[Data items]
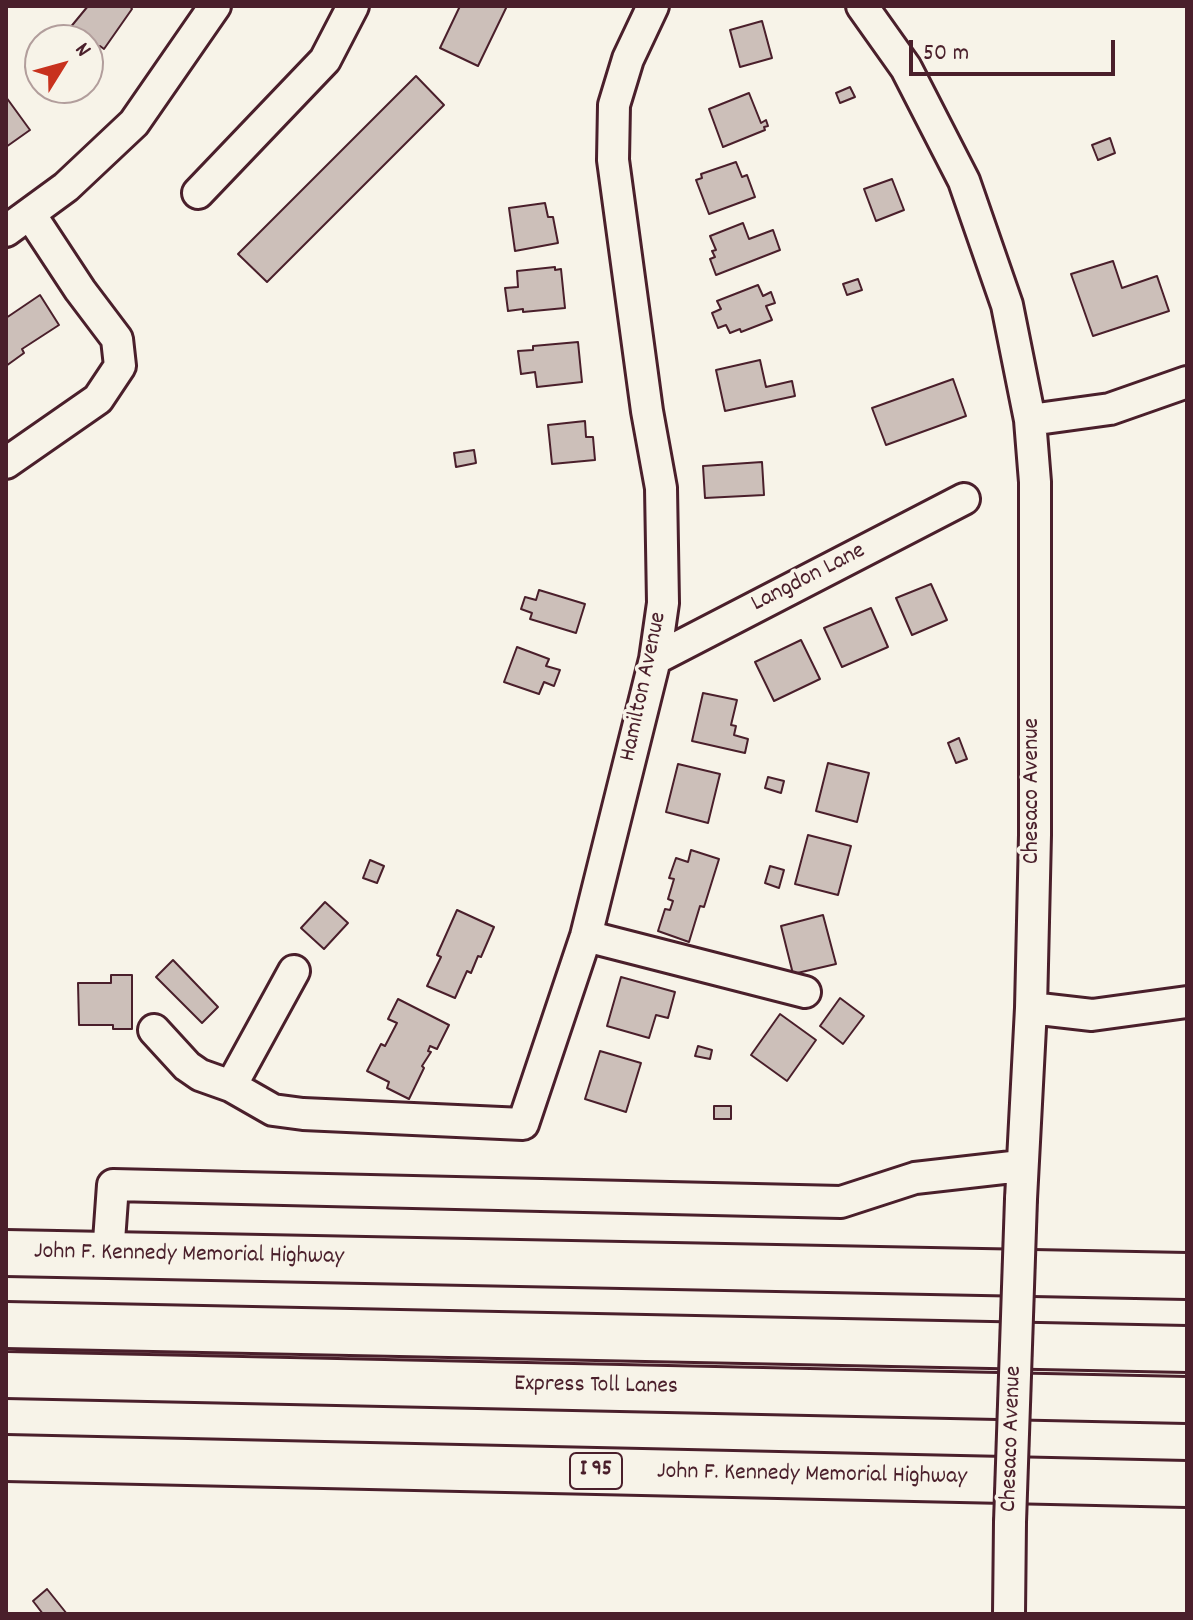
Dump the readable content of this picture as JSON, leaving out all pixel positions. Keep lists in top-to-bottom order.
{
  "streets": {
    "highway": ["John F. Kennedy Memorial Highway", "Express Toll Lanes", "I 95"],
    "street": ["Langdon Lane", "Hamilton Avenue", "Chesaco Avenue"]
  },
  "crossings": [
    ["Langdon Lane", "Hamilton Avenue"]
  ],
  "scale_bar": "50 m",
  "north": "top right"
}
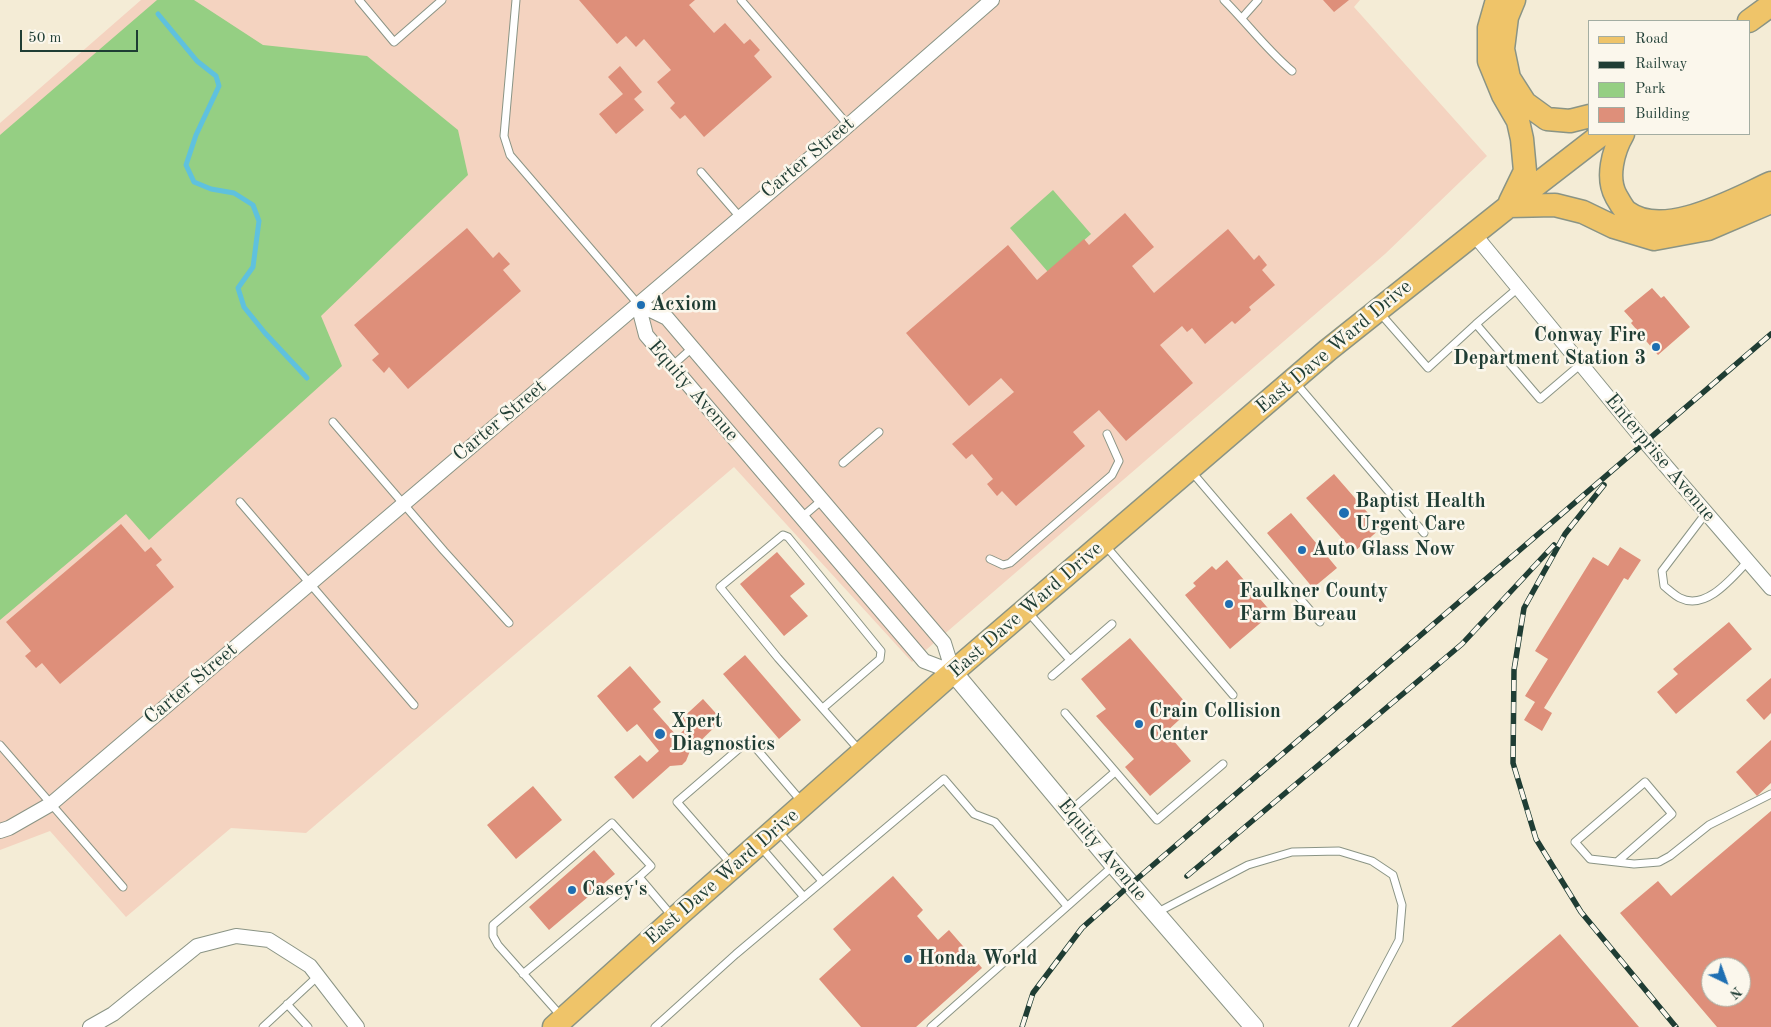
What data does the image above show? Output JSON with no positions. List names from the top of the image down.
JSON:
{
  "streets": {
    "main road": ["East Dave Ward Drive"],
    "street": ["Carter Street", "Equity Avenue", "Enterprise Avenue"]
  },
  "crossings": [
    ["Carter Street", "Equity Avenue"],
    ["East Dave Ward Drive", "Equity Avenue"],
    ["East Dave Ward Drive", "Enterprise Avenue"]
  ],
  "places": [
    "Acxiom",
    "Conway Fire Department Station 3",
    "Baptist Health Urgent Care",
    "Auto Glass Now",
    "Faulkner County Farm Bureau",
    "Crain Collision Center",
    "Xpert Diagnostics",
    "Casey's",
    "Honda World"
  ],
  "legend": [
    "Road",
    "Railway",
    "Park",
    "Building"
  ],
  "scale_bar": "50 m",
  "north": "bottom right"
}
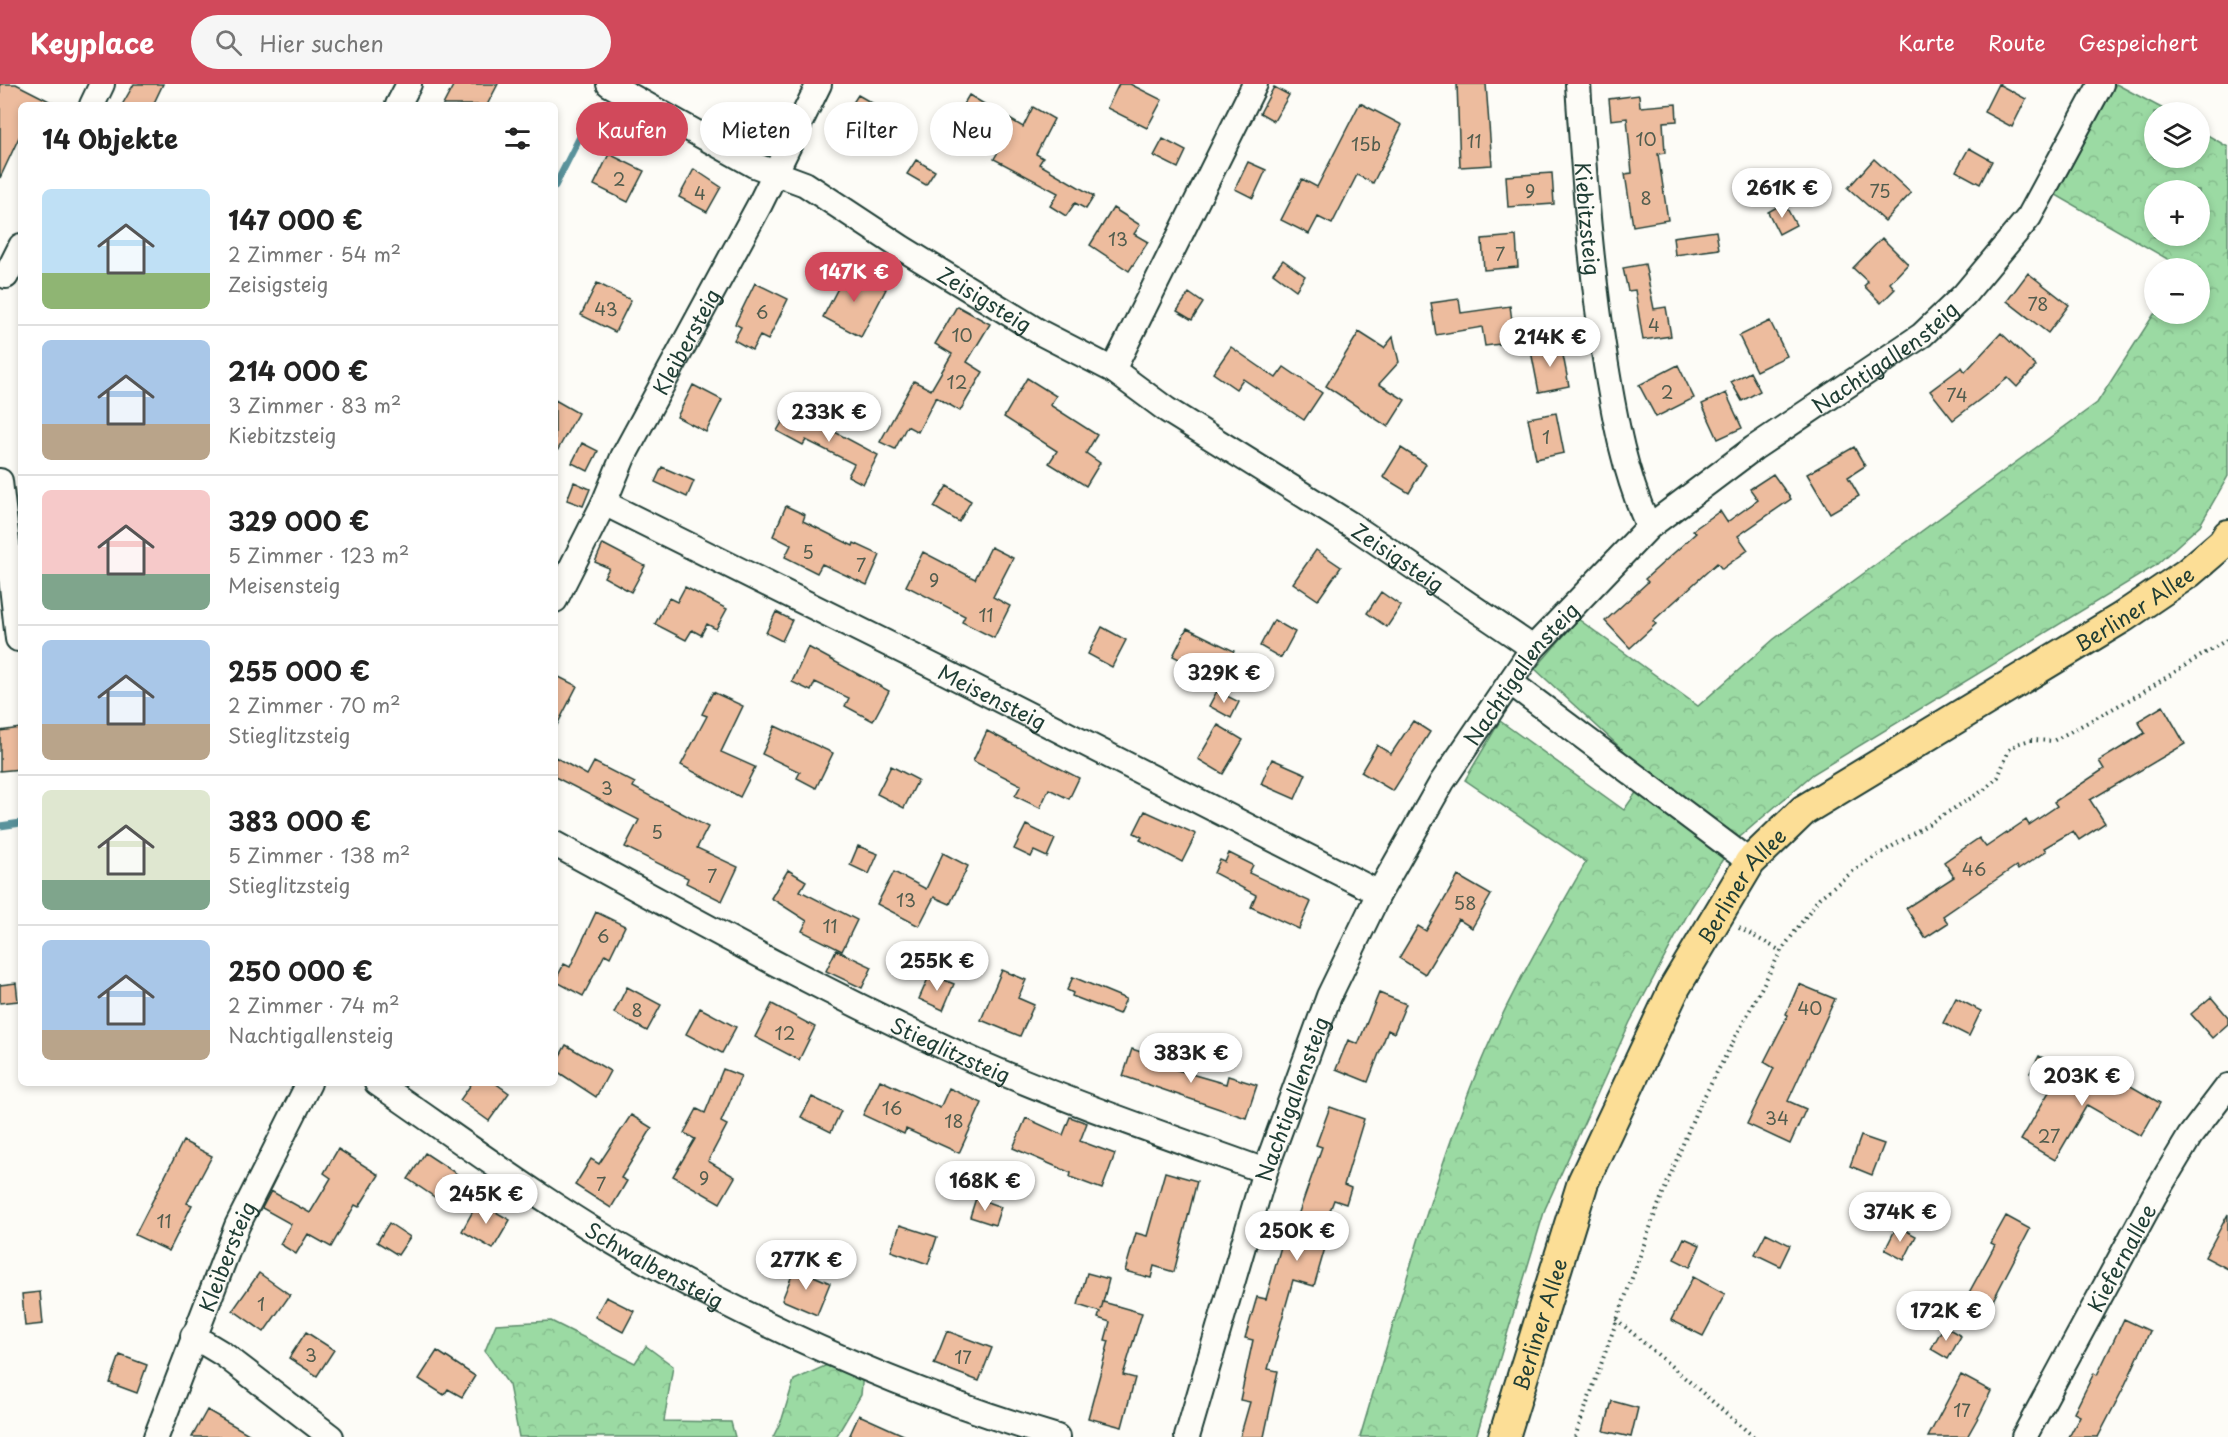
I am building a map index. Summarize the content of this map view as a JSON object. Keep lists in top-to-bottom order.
{
  "streets": {
    "main road": ["Berliner Allee"],
    "street": [
      "Kiebitzsteig",
      "Zeisigsteig",
      "Kleibersteig",
      "Nachtigallensteig",
      "Meisensteig",
      "Stieglitzsteig",
      "Kiefernallee",
      "Schwalbensteig"
    ]
  },
  "crossings": [
    ["Kiebitzsteig", "Nachtigallensteig"],
    ["Zeisigsteig", "Kleibersteig"],
    ["Zeisigsteig", "Nachtigallensteig"],
    ["Kleibersteig", "Meisensteig"],
    ["Nachtigallensteig", "Meisensteig"],
    ["Nachtigallensteig", "Stieglitzsteig"]
  ],
  "house_numbers": [
    "10",
    "11",
    "15b",
    "2",
    "9",
    "75",
    "4",
    "8",
    "13",
    "7",
    "78",
    "43",
    "6",
    "4",
    "10",
    "12",
    "2",
    "74",
    "1",
    "5",
    "7",
    "9",
    "11",
    "3",
    "5",
    "46",
    "7",
    "13",
    "58",
    "11",
    "6",
    "40",
    "8",
    "12",
    "16",
    "34",
    "18",
    "27",
    "9",
    "7",
    "11",
    "1",
    "3",
    "17",
    "17"
  ],
  "page": {
    "header": "Keyplace",
    "search": "Hier suchen",
    "nav": ["Karte", "Route", "Gespeichert"],
    "map_buttons": ["+", "−"],
    "chip": [
      "Kaufen",
      "Mieten",
      "Filter",
      "Neu"
    ],
    "heading": "14 Objekte",
    "price": [
      "261K €",
      "147K €",
      "214K €",
      "233K €",
      "329K €",
      "255K €",
      "383K €",
      "203K €",
      "168K €",
      "245K €",
      "374K €",
      "250K €",
      "277K €",
      "172K €"
    ],
    "list": [
      {
        "name": "147 000 €",
        "note": "2 Zimmer · 54 m² · Zeisigsteig"
      },
      {
        "name": "214 000 €",
        "note": "3 Zimmer · 83 m² · Kiebitzsteig"
      },
      {
        "name": "329 000 €",
        "note": "5 Zimmer · 123 m² · Meisensteig"
      },
      {
        "name": "255 000 €",
        "note": "2 Zimmer · 70 m² · Stieglitzsteig"
      },
      {
        "name": "383 000 €",
        "note": "5 Zimmer · 138 m² · Stieglitzsteig"
      },
      {
        "name": "250 000 €",
        "note": "2 Zimmer · 74 m² · Nachtigallensteig"
      }
    ]
  }
}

**Work request**: Working from the entries above, find every line in which the word "positions" occurs and copy it.

**Response to this exercise**:
Dump the readable content of this picture as JSON, leaving out all pixel positions. Keep lists in top-to-bottom order.
What data does the image above show? Output JSON with no positions. List names from the top of the image down.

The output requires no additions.